Nuclear fusion and the energy debate
I was reading through bits of the BBC News site this morning as I do these days and found a short (video) report in the Sci-Tech section about the government launching a 3-month public debate about our future energy supplies. The general impression I get is that the government wants to re-invest in the nuclear power program (nuclear fission). I was slightly disconcerted that the BBC News' coverage and also the DTIs report on the subject contains no information about nuclear fusion. I've noticed in general that the vast majority of people have no idea what nuclear fusion is, which is slightly worrying considering the fact that the energy supplies and CO2 emissions debates have become important matters in the past few years.
The DTIs energy review does make one single reference to it:
The following pages provide an overview of those technologies that have a proven capability to generate significant amounts of electricity. It does not include technologies that are still in the early stages of Research and Development, such as nuclear fusion.
While it is a valid point that commerical production of electricity by nuclear fusion is a long way off, I wouldn't say it's "in the early stages of R&D". It's been in R&D since before 1950 and construction is about to begin on the latest large-scale experimental reactor . While I understand that it isn't going to be a direct factor anytime soon and cannot be entirely relied upon to save us from our energy problems, it will almost certainly have a huge impact on descisions made about the long term of energy production for the entire planet so people should at least be aware of it.

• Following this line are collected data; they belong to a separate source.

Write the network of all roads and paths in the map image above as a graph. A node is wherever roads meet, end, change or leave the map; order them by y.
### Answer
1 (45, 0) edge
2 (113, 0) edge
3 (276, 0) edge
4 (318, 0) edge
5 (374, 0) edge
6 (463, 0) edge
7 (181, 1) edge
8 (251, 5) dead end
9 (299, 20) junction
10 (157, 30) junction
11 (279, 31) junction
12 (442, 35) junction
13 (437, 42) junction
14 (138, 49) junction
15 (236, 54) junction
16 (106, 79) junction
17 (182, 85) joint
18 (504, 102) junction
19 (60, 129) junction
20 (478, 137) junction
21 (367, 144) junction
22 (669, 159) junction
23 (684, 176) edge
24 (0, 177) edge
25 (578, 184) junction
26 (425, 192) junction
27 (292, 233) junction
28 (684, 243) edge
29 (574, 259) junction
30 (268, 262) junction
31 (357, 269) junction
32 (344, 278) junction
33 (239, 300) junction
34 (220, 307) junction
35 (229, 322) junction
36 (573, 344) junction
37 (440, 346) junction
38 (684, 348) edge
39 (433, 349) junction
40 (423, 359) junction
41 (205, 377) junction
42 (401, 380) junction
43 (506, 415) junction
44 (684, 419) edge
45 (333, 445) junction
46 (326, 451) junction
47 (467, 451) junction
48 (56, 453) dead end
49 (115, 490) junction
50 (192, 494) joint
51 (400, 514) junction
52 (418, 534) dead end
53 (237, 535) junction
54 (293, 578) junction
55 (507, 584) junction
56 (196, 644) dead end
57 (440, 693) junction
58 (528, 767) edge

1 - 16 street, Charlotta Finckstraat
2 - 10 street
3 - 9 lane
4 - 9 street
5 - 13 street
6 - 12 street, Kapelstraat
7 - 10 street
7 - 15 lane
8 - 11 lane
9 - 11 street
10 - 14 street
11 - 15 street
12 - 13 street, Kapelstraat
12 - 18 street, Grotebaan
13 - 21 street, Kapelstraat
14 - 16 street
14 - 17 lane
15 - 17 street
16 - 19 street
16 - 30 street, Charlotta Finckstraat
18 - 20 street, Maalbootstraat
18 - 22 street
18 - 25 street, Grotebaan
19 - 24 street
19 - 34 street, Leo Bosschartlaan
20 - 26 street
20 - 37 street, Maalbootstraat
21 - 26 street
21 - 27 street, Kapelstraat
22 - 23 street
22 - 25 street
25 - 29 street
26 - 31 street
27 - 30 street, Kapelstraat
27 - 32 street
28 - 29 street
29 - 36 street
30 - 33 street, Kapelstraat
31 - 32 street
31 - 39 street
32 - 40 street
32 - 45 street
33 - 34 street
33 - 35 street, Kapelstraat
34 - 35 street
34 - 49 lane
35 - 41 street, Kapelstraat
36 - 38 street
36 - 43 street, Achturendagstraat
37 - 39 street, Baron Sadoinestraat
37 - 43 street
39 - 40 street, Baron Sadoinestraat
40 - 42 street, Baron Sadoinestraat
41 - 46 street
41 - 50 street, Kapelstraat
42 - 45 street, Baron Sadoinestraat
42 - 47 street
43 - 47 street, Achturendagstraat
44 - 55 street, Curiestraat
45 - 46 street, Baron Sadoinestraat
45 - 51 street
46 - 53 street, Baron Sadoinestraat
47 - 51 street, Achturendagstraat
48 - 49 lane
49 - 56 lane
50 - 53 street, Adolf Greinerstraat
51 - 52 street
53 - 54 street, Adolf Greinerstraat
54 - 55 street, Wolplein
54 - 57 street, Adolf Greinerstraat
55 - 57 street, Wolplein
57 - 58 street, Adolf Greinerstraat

The currently known uranium fuel supplies for nuclear fission will only last about 50 years (DTI report) which leads to the reasonable argument that we perhaps shouldn't be building a host of new fission power plants when in half a centuary we will have the same problem all over again and have to start looking to more sustainable sources. Why not just build hundreds of wind turbines and such right now? Well, if fusion will be viable in 50 years time (ok, that's a bit of a stretch, 80 is more likely), in order to take over from fission, using all of our uranium supplies doesn't seem such bad idea. In fact, using all the uranium is surely a good idea since it will become increasing more sensible and economically preferable to use uranium for power rather than for nuclear weapons. In fact the DTI report does suggest that the fuels in old plants and bombs could increase the fission fuel supplies by up to 30 years.
So why does no one know anything about fusion? It's possible that I'm just mistaken and that they really do but just arn't interested. It's a shame really because energy and emmissions are likely to be two of our generation's greatest problems and nuclear fusion, given enough funding and help will be an almost certain and complete end to both for the imaginable future.